Dataset entries:
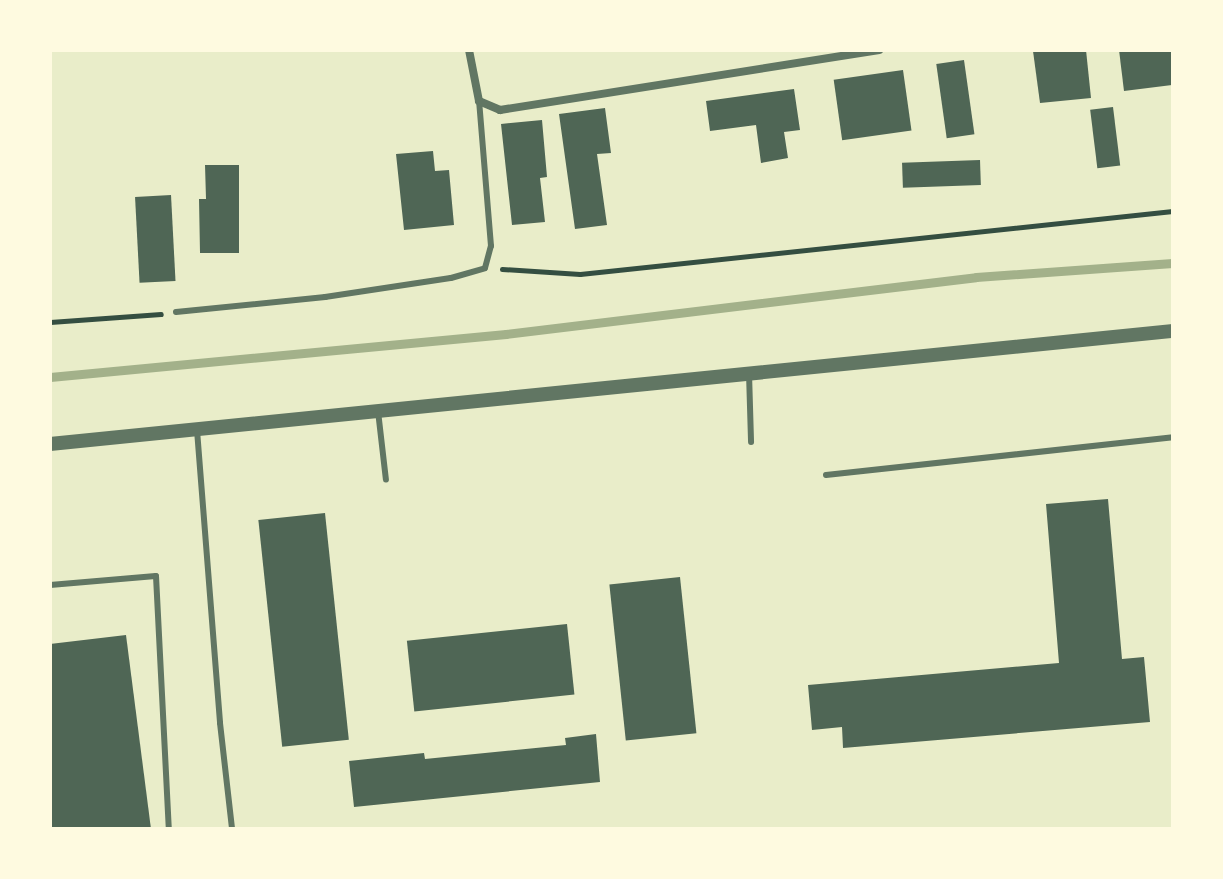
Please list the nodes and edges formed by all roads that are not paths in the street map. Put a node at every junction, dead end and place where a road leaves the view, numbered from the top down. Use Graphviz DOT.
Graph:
graph roads {
  1 [pos="469,50"];
  2 [pos="879,50"];
  3 [pos="479,101"];
  4 [pos="176,312"];
  5 [pos="1173,331"];
  6 [pos="749,373"];
  7 [pos="378,411"];
  8 [pos="197,430"];
  9 [pos="1173,437"];
  10 [pos="751,442"];
  11 [pos="50,444"];
  12 [pos="826,475"];
  13 [pos="386,480"];
  14 [pos="50,585"];
  15 [pos="169,829"];
  16 [pos="232,829"];
  1 -- 3 [label="street"];
  2 -- 3 [label="street"];
  3 -- 4 [label="lane"];
  5 -- 6 [label="street"];
  6 -- 7 [label="street"];
  6 -- 10 [label="lane"];
  7 -- 8 [label="street"];
  7 -- 13 [label="lane"];
  8 -- 11 [label="street"];
  8 -- 16 [label="lane"];
  9 -- 12 [label="lane"];
  14 -- 15 [label="lane"];
}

* [Task requirements] All entries above must be duplicated exactly; please omit any picture they hold.

* [Exercise result]
Please list the nodes and edges formed by all roads that are not paths in the street map. Put a node at every junction, dead end and place where a road leaves the view, numbered from the top down. Use Graphviz DOT.
Graph:
graph roads {
  1 [pos="469,50"];
  2 [pos="879,50"];
  3 [pos="479,101"];
  4 [pos="176,312"];
  5 [pos="1173,331"];
  6 [pos="749,373"];
  7 [pos="378,411"];
  8 [pos="197,430"];
  9 [pos="1173,437"];
  10 [pos="751,442"];
  11 [pos="50,444"];
  12 [pos="826,475"];
  13 [pos="386,480"];
  14 [pos="50,585"];
  15 [pos="169,829"];
  16 [pos="232,829"];
  1 -- 3 [label="street"];
  2 -- 3 [label="street"];
  3 -- 4 [label="lane"];
  5 -- 6 [label="street"];
  6 -- 7 [label="street"];
  6 -- 10 [label="lane"];
  7 -- 8 [label="street"];
  7 -- 13 [label="lane"];
  8 -- 11 [label="street"];
  8 -- 16 [label="lane"];
  9 -- 12 [label="lane"];
  14 -- 15 [label="lane"];
}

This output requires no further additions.